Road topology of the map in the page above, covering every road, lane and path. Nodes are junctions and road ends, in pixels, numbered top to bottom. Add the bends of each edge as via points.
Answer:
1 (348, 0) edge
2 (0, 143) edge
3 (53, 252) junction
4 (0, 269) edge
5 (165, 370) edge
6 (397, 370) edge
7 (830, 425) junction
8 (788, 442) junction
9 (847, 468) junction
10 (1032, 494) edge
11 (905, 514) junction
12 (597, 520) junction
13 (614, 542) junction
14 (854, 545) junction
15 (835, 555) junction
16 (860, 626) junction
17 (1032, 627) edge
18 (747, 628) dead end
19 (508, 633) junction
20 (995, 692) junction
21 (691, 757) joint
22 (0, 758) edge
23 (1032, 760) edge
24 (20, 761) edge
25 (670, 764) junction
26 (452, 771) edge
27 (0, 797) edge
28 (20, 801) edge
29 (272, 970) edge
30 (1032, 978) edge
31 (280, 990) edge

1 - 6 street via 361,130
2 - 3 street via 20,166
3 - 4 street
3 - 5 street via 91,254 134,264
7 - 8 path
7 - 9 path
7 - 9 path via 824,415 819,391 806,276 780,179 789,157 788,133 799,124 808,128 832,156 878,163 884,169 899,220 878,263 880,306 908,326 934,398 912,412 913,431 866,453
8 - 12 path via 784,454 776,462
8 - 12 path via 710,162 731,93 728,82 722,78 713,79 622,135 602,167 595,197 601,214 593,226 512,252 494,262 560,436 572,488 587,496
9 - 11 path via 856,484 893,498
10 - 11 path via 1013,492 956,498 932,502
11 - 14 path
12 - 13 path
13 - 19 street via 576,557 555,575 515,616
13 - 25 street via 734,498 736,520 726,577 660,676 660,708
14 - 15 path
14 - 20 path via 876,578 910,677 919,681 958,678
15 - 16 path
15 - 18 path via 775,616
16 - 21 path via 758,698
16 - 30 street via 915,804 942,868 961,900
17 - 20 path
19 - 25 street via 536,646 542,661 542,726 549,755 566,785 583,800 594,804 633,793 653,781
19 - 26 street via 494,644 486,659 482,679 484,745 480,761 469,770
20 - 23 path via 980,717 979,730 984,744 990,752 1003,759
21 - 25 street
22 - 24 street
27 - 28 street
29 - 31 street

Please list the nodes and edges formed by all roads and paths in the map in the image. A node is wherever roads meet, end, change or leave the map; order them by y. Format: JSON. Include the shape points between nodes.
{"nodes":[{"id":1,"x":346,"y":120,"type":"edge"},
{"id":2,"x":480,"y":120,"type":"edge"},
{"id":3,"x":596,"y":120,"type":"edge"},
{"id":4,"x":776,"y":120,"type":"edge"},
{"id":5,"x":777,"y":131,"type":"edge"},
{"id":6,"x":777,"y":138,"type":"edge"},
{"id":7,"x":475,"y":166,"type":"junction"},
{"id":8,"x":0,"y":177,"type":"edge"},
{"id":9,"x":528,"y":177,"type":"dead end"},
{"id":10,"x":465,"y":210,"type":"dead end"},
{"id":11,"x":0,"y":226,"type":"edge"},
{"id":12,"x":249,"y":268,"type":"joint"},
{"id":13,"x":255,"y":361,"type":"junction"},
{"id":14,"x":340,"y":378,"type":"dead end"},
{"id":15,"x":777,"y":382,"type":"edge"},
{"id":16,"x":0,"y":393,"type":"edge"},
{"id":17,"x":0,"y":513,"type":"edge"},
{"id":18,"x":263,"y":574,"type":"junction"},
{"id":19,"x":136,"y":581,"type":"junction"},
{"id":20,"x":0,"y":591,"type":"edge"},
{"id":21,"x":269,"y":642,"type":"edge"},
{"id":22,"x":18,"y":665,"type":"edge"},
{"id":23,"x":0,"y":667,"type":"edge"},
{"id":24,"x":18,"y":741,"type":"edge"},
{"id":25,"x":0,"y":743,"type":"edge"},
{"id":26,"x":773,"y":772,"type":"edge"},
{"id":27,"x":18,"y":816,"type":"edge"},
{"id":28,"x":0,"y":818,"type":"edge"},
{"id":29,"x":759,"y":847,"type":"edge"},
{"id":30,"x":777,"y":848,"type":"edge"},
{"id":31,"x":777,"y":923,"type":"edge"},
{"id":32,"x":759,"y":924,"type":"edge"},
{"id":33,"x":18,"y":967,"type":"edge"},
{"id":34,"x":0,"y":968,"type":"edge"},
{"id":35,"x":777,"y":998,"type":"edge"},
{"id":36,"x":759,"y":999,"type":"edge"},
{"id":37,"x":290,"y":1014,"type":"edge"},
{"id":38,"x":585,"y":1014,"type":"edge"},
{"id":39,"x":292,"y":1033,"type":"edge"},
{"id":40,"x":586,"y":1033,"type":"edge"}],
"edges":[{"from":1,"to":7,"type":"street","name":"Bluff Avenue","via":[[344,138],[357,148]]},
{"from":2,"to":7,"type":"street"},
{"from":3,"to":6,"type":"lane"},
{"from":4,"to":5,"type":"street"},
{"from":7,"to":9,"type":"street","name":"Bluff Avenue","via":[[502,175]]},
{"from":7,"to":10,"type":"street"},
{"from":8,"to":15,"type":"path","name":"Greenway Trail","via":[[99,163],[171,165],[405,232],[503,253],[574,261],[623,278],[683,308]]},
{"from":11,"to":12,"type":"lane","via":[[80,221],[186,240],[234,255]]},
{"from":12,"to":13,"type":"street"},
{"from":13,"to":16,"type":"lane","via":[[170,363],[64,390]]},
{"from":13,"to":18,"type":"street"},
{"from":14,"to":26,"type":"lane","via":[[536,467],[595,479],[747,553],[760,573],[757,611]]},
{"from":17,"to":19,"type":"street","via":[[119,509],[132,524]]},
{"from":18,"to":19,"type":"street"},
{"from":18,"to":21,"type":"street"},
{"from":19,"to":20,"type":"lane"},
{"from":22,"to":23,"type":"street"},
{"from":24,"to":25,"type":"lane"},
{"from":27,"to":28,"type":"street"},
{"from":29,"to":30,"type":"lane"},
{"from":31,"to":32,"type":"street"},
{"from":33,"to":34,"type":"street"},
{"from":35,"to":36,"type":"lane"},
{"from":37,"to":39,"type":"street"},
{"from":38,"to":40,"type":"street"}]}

#### EXERCISE GOAL
Please copy every line in the entries where "joint" appears.

#### RESULT FOR THIS TASK
21 (691, 757) joint
{"id":12,"x":249,"y":268,"type":"joint"},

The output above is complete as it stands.